Aim 2a Identification of polymorphic BACh sites that potentially promote metastasis. I identified 4T1-specific BACh sites based on BACh analysis mentioned in Aim 1. In parallel, I compared the single nucleotide polymorphisms (SNPs) in five pairs high- and low-metastatic mouse strains (BALB/cj (high) and SEA/GnJ (low); AKR/J (high) and RF/J (low); C57BL/10J
(high) and C57BR/J (low); C57BL/10J (high) and C58/J (low); CAST/Ei (high) and MOLF/Ei
(low)) to filter for the SNPs specifically located in low metastasis strains that potentially suppress metastasis. To enrich for chromatin sites affecting metastasis progression, I identified
4T1-specific BACh sites that have filtered low metastasis associated SNPs residing in.
Hypothesis/Rationale: Based on human studies, it indicates that the majority of disease- associated polymorphisms are non-coding124 and therefore likely mediate their effects through subtle changes in gene transcription125,126. Previously study showed the five low- metastasis mouse strains were derived from a highly metastatic strain FVB/NJ inbred to other mouse strains.

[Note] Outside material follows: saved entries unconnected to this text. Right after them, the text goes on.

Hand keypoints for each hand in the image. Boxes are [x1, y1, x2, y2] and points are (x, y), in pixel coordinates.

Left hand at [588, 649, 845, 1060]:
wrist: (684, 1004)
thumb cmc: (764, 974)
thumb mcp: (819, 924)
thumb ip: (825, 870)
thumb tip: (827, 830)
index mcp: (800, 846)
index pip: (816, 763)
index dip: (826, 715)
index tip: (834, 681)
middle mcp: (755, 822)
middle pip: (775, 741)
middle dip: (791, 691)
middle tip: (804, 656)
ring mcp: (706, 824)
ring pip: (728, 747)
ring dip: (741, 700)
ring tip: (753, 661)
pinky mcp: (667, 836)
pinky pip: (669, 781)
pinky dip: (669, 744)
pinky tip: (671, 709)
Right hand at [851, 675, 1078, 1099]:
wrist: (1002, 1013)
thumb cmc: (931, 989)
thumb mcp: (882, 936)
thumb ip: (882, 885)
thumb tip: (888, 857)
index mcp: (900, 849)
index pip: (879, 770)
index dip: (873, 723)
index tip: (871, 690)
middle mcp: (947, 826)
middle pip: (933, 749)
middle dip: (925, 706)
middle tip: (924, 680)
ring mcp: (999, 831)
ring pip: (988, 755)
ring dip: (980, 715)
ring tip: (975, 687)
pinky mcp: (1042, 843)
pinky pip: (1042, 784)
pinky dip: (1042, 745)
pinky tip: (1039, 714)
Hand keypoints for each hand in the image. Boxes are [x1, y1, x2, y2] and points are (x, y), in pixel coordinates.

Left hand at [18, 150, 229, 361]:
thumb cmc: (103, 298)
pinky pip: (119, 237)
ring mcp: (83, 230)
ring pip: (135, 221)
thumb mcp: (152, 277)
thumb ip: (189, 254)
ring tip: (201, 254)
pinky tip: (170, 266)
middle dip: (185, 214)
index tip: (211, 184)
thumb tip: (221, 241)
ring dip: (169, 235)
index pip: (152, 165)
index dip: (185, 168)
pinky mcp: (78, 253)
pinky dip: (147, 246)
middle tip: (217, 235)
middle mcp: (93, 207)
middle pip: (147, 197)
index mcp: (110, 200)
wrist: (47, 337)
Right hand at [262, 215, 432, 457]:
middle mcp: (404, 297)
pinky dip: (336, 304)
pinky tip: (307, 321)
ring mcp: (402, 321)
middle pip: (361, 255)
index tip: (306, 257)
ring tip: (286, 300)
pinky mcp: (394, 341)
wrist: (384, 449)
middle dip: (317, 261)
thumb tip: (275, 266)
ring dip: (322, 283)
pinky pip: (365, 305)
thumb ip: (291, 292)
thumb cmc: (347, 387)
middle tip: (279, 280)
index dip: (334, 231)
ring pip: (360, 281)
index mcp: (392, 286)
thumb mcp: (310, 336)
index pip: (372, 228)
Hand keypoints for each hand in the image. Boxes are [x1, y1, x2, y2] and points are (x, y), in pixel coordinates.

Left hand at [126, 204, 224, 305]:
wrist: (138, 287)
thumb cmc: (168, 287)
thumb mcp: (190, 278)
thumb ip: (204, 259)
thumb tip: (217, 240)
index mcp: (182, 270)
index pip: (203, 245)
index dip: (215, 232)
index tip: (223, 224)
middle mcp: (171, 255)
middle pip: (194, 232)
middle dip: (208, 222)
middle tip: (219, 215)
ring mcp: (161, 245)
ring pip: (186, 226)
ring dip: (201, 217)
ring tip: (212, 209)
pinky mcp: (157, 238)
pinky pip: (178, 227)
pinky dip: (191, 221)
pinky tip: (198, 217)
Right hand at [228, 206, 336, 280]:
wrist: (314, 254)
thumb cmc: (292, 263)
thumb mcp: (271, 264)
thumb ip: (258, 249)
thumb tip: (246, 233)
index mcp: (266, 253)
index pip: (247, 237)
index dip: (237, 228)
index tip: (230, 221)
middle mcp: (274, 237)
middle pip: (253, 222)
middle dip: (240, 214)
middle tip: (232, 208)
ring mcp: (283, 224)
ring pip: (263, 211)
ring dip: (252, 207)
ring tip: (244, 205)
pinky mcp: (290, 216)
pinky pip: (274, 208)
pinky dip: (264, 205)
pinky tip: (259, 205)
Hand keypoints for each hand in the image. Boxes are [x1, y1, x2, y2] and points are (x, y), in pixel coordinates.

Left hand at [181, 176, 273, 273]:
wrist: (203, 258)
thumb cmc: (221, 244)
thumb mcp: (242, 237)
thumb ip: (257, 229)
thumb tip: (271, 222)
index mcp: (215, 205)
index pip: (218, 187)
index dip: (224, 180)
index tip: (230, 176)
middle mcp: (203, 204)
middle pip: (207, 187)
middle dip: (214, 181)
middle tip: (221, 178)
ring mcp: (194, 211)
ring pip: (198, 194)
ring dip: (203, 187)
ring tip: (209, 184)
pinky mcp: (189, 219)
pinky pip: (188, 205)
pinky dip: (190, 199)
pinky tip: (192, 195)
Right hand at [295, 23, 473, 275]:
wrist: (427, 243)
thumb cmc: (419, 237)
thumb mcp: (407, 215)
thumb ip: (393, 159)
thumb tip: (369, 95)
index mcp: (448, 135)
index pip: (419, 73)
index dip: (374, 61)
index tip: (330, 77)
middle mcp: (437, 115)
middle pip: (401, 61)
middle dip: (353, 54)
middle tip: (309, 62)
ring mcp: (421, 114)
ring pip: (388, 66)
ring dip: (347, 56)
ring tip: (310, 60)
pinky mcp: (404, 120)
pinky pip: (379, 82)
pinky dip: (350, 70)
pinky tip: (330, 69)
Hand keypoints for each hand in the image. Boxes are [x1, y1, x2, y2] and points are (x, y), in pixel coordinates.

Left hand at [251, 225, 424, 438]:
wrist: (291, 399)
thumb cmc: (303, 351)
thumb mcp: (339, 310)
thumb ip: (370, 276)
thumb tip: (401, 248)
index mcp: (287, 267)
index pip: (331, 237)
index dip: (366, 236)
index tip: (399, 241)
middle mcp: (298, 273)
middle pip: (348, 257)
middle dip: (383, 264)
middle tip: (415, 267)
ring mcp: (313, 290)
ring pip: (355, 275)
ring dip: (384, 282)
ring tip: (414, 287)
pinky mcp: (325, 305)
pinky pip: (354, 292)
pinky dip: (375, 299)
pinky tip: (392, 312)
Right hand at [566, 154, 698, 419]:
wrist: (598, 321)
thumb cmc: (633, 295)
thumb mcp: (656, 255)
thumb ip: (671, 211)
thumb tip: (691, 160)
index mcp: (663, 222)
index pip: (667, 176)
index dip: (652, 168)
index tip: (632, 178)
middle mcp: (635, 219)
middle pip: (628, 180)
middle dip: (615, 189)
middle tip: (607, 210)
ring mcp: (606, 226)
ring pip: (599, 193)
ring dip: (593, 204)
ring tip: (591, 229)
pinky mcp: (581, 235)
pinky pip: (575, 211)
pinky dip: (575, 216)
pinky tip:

We assumed the acquired low metastatic potential were due to the differed genetic background of the parental mouse strains. Different mouse strain pairs that are close phylogenetically but with high- and low- metastasis were used for SNP analysis. SNPs unique in low metastatic strains are implied to associate with metastasis, therefore, the alteration of which in metastatic cells is one probable reason to cause metastasis susceptibility. The polymorphic BACh sites mapped out by BACh sites with those low-metastasis-associated SNPs inside in metastatic mouse cell were identified to be metastasis associated via promoter or non-promoter regulation on target genes.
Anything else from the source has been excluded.